この2つのオプションを有効にすることで、実際に処理を行わずにテスト結果だけを表示できます。
この状態でコマンドの検討を行なっていきます。
ソースと同期先の設定
ターミナルでデプロイするプロジェクトのルートディレクトリに移動します。
rsyncのオプションは、ターミナルのカレントディレクトリを基準にして動きます。
cd [プロジェクトのディレクトリ]
rsyncのソース、同期先指定は以下のような書式で指定します。
rsync -nv [ソース] [~/.ssh/configファイルで指定したHost名]:[同期先ディレクトリ]"
ここで十分なテストを行い、期待通りの動作をすることを確認してくだい。
ソースパスの末尾スラッシュ
ここで重要なのが、ソースパスの末尾のスラッシュの有無です。rsyncではこの末尾スラッシュの有無で挙動が変化します。
同期先ディレクトリのパスの末尾のスラッシュは挙動に影響を与えません。
具体的には
- スラッシュがある : 同期対象はディレクトリの内部のファイル一式
- スラッシュがない : 同期対象はディレクトリそのもの
となります。
つまり
./path/to/src/
= ./path/to/src/*
という関係になります。
個人的には、この違いは直感的に理解しづらいため、ソースパス側の末尾は必ず/*
で終わらせています。明示的にアスタリスクをつけることで、対象がファイルだとわかりやすくなるためです。皆様もどのようなルールにするのかご検討ください。
オプションの設定
パスが確定したら、次はオプションを追加します。
参考記事
rsyncのサンプル例集
Webサーバーへのデプロイに必要なオプションは
-
-a
アーカイブモード。さまざまなオプションをまとめて有効化し、厳密に同期させます。 -
-r
ソース以下のディレクトリも再帰的に同期します。 -
-p
パーミッション情報を維持します。
くらいです。
-va
か-vr
を指定すれば大半のデプロイの要件を満たせます。
-r
および-p
オプションは、-a
オプションに含まれます
パスとオプションを設定したコマンドは、例として以下のような形になります。
rsync -vr ./src/* HostName:path/to/dist/
npm scriptsからの呼び出し
ここまででrsyncのコマンドのテストが終わりました。
このコマンドを繰り返し実行するために、ファイルに記録しておくことをオススメします。

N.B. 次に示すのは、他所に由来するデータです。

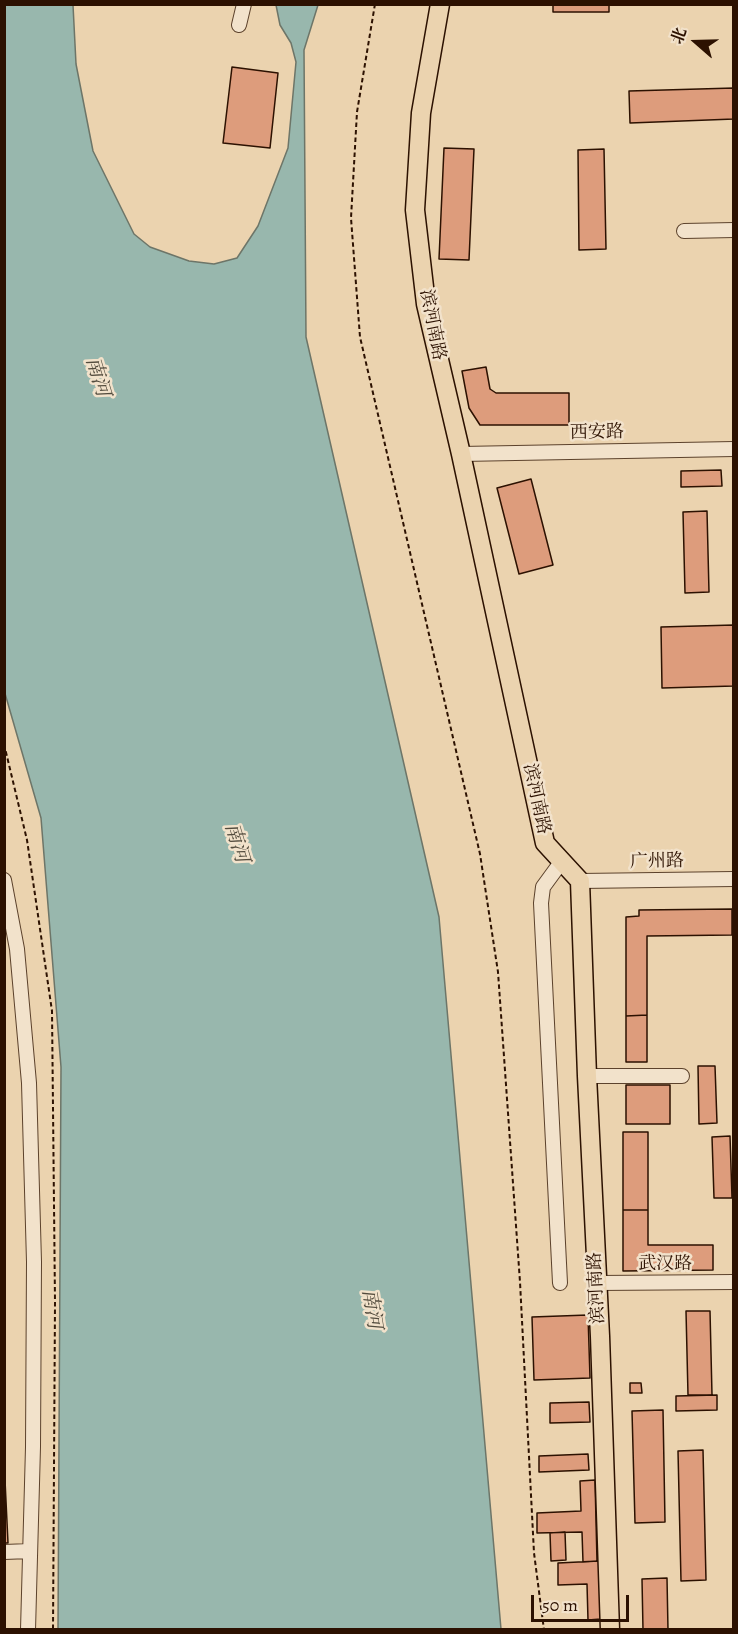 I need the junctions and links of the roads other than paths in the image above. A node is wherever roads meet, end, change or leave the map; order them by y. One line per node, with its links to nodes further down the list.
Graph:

Web開発を行うならnpmのpackage.jsonに記録しておくのが簡単です。
▼package.json
"scripts": {
"rsync": "rsync -vr ./src/* HostName:path/to/dist/",
}
この状態で
npm run rsync
とスクリプトを実行すれば人為的なミスを減らすことができます。
認証情報は~/.ssh/config
とその中に設定されている鍵ファイルに隔離されています。
そのためpackage.jsonを開発メンバーで共有しても漏洩の心配はありません。また、~/.ssh/config
をそれぞれのメンバーが書き換えることで個別の設定を持たせることも容易です。
以上、ありがとうございました。